- Assigned task: When you reach the listing, restate it word for word, leaving nothing out.

- Record set:
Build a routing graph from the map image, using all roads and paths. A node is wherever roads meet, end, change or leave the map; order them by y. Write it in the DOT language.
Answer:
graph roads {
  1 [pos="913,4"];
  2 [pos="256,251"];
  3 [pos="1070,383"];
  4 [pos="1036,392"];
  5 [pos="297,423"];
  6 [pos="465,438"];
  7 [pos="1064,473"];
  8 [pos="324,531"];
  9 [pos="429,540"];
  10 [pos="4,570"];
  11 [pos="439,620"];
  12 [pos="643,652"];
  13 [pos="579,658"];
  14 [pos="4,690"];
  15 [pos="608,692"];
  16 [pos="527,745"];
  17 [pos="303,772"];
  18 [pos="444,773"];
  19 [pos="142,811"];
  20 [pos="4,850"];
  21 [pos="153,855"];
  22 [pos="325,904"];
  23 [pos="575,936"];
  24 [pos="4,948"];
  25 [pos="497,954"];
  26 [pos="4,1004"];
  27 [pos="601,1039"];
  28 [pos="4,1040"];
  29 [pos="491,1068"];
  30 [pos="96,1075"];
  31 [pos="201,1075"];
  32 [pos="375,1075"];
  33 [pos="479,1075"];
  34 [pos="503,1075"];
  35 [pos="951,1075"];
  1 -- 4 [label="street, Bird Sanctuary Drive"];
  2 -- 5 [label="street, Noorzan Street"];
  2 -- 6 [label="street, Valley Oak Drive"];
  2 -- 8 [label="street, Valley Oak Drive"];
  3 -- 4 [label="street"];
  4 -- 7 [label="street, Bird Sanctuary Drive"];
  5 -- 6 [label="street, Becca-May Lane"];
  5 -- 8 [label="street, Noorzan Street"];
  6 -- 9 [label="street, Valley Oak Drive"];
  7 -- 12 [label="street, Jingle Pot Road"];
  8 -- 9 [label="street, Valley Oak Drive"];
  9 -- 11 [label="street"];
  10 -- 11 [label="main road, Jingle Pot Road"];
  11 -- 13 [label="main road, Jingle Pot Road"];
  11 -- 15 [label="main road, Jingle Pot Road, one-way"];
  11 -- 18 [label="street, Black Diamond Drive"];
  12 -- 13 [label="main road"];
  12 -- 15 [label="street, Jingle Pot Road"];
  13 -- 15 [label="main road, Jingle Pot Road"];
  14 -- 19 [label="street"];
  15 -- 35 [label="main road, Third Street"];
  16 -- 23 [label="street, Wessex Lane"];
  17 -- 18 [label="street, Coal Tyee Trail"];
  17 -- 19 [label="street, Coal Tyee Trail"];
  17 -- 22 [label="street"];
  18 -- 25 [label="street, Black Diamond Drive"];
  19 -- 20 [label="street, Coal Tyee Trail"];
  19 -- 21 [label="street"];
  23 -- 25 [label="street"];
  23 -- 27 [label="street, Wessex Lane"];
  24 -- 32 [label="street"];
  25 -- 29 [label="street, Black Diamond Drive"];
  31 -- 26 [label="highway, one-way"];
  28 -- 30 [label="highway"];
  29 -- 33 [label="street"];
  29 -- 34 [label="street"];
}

- Solution for this problem:
Build a routing graph from the map image, using all roads and paths. A node is wherever roads meet, end, change or leave the map; order them by y. Write it in the DOT language.
Answer:
graph roads {
  1 [pos="913,4"];
  2 [pos="256,251"];
  3 [pos="1070,383"];
  4 [pos="1036,392"];
  5 [pos="297,423"];
  6 [pos="465,438"];
  7 [pos="1064,473"];
  8 [pos="324,531"];
  9 [pos="429,540"];
  10 [pos="4,570"];
  11 [pos="439,620"];
  12 [pos="643,652"];
  13 [pos="579,658"];
  14 [pos="4,690"];
  15 [pos="608,692"];
  16 [pos="527,745"];
  17 [pos="303,772"];
  18 [pos="444,773"];
  19 [pos="142,811"];
  20 [pos="4,850"];
  21 [pos="153,855"];
  22 [pos="325,904"];
  23 [pos="575,936"];
  24 [pos="4,948"];
  25 [pos="497,954"];
  26 [pos="4,1004"];
  27 [pos="601,1039"];
  28 [pos="4,1040"];
  29 [pos="491,1068"];
  30 [pos="96,1075"];
  31 [pos="201,1075"];
  32 [pos="375,1075"];
  33 [pos="479,1075"];
  34 [pos="503,1075"];
  35 [pos="951,1075"];
  1 -- 4 [label="street, Bird Sanctuary Drive"];
  2 -- 5 [label="street, Noorzan Street"];
  2 -- 6 [label="street, Valley Oak Drive"];
  2 -- 8 [label="street, Valley Oak Drive"];
  3 -- 4 [label="street"];
  4 -- 7 [label="street, Bird Sanctuary Drive"];
  5 -- 6 [label="street, Becca-May Lane"];
  5 -- 8 [label="street, Noorzan Street"];
  6 -- 9 [label="street, Valley Oak Drive"];
  7 -- 12 [label="street, Jingle Pot Road"];
  8 -- 9 [label="street, Valley Oak Drive"];
  9 -- 11 [label="street"];
  10 -- 11 [label="main road, Jingle Pot Road"];
  11 -- 13 [label="main road, Jingle Pot Road"];
  11 -- 15 [label="main road, Jingle Pot Road, one-way"];
  11 -- 18 [label="street, Black Diamond Drive"];
  12 -- 13 [label="main road"];
  12 -- 15 [label="street, Jingle Pot Road"];
  13 -- 15 [label="main road, Jingle Pot Road"];
  14 -- 19 [label="street"];
  15 -- 35 [label="main road, Third Street"];
  16 -- 23 [label="street, Wessex Lane"];
  17 -- 18 [label="street, Coal Tyee Trail"];
  17 -- 19 [label="street, Coal Tyee Trail"];
  17 -- 22 [label="street"];
  18 -- 25 [label="street, Black Diamond Drive"];
  19 -- 20 [label="street, Coal Tyee Trail"];
  19 -- 21 [label="street"];
  23 -- 25 [label="street"];
  23 -- 27 [label="street, Wessex Lane"];
  24 -- 32 [label="street"];
  25 -- 29 [label="street, Black Diamond Drive"];
  31 -- 26 [label="highway, one-way"];
  28 -- 30 [label="highway"];
  29 -- 33 [label="street"];
  29 -- 34 [label="street"];
}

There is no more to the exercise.